For the Jewish tradition, the challenge of environmental ethics hinges on the impact of civilized life on the larger environment. Whereas all forms of life expand within their ecological niches, the Bible sees human existence as circumscribed by abstract, non-natural enclosures, the first of which was designated by God himself. As the stories on the Fall and Cain illustrate, human life outside of the cultural enclosure is not freedom but banishment that is akin to death. Humans “dress the earth and till it” while living in human ecological niches, adapting to the environment while altering that environment. From the beginning, the Bible distinguishes between human and natural environment, which may include, for example, bees that pollinate fruit trees, and creation as such, completely unrelated to human life.

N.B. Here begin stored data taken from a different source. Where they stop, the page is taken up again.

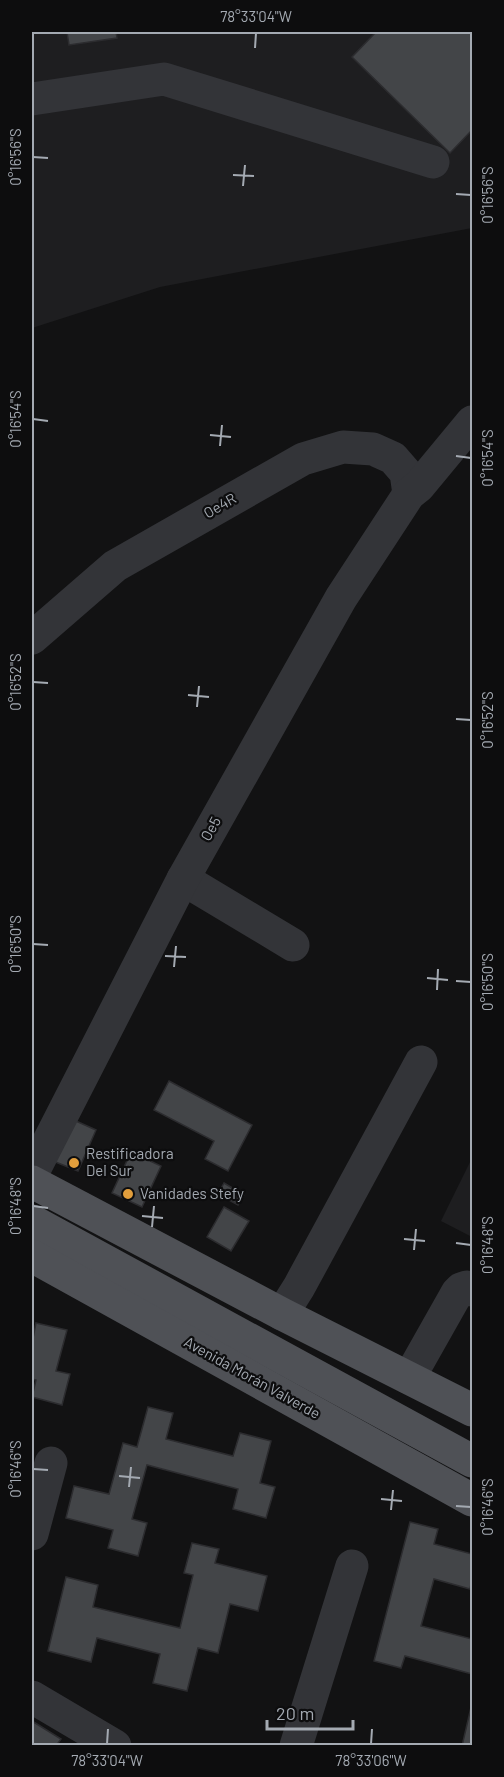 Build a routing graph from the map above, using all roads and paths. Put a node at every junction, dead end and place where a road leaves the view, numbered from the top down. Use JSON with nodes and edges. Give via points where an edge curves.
{"nodes":[{"id":1,"x":32,"y":99,"type":"edge"},
{"id":2,"x":433,"y":162,"type":"dead end"},
{"id":3,"x":472,"y":422,"type":"edge"},
{"id":4,"x":409,"y":494,"type":"junction"},
{"id":5,"x":32,"y":638,"type":"edge"},
{"id":6,"x":183,"y":879,"type":"junction"},
{"id":7,"x":293,"y":945,"type":"dead end"},
{"id":8,"x":421,"y":1062,"type":"dead end"},
{"id":9,"x":32,"y":1174,"type":"edge"},
{"id":10,"x":32,"y":1182,"type":"edge"},
{"id":11,"x":32,"y":1221,"type":"edge"},
{"id":12,"x":32,"y":1256,"type":"edge"},
{"id":13,"x":472,"y":1290,"type":"edge"},
{"id":14,"x":282,"y":1314,"type":"junction"},
{"id":15,"x":409,"y":1378,"type":"junction"},
{"id":16,"x":472,"y":1407,"type":"edge"},
{"id":17,"x":472,"y":1461,"type":"edge"},
{"id":18,"x":51,"y":1463,"type":"dead end"},
{"id":19,"x":472,"y":1500,"type":"edge"},
{"id":20,"x":32,"y":1534,"type":"edge"},
{"id":21,"x":352,"y":1566,"type":"dead end"},
{"id":22,"x":32,"y":1697,"type":"edge"},
{"id":23,"x":115,"y":1746,"type":"edge"},
{"id":24,"x":296,"y":1746,"type":"edge"}],
"edges":[{"from":1,"to":2,"type":"street","via":[[164,78]]},
{"from":3,"to":4,"type":"street","name":"Oe5"},
{"from":4,"to":5,"type":"street","name":"Oe4R","via":[[406,473],[393,458],[373,449],[343,447],[303,459],[115,566]]},
{"from":4,"to":6,"type":"street","name":"Oe5","via":[[341,598]]},
{"from":6,"to":7,"type":"street"},
{"from":6,"to":9,"type":"street","name":"Oe5"},
{"from":8,"to":14,"type":"street"},
{"from":10,"to":14,"type":"main road"},
{"from":11,"to":17,"type":"main road"},
{"from":12,"to":19,"type":"main road","name":"Avenida Morán Valverde"},
{"from":13,"to":15,"type":"street","via":[[467,1287],[457,1293]]},
{"from":14,"to":15,"type":"main road"},
{"from":15,"to":16,"type":"main road"},
{"from":18,"to":20,"type":"street"},
{"from":21,"to":24,"type":"street"},
{"from":22,"to":23,"type":"street"}]}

The circumscribed and goal-oriented human existence led to the second evaluative judgment in the Bible. Even though the creation of man was deemed “very good”, the Bible says, “And the Lord God said, ‘it is not good that man should be alone’” (Genesis 2:18). The resolution of this problem depends on Man’s subjective judgment. The affirmative recognition about human society is put in Man’s mouth, not God’s: “And Adam said, ‘this is now bone of my bone, flesh of my flesh’” (Genesis 2:22).

According to the Talmud (Yevamot 63a), Adam sought intimacy with every species of animal until he realized that his wholeness came from unity with another human. Hence, every human “family” (i.e. ethnic group) shares with this blessing. Humans are part of creation; yet, recognition in human “loneliness” and its resolution appears separate from the natural order. The interpersonal relationship between man and woman (and later between two humans) is of a different quality from the impersonal, even if intimate and caring relationships among animals. It is part of the cultural enclosure, setting human life apart from its mere animalistic properties. Humans share so much with animals – in their physiology, anatomy, mental life, even human spiritual experience roots deeply into non-human modes of being. [6] In full awareness of this all-embracing commonality, the Bible professes human culture as a radical break from animals’ modes of survival and procreation.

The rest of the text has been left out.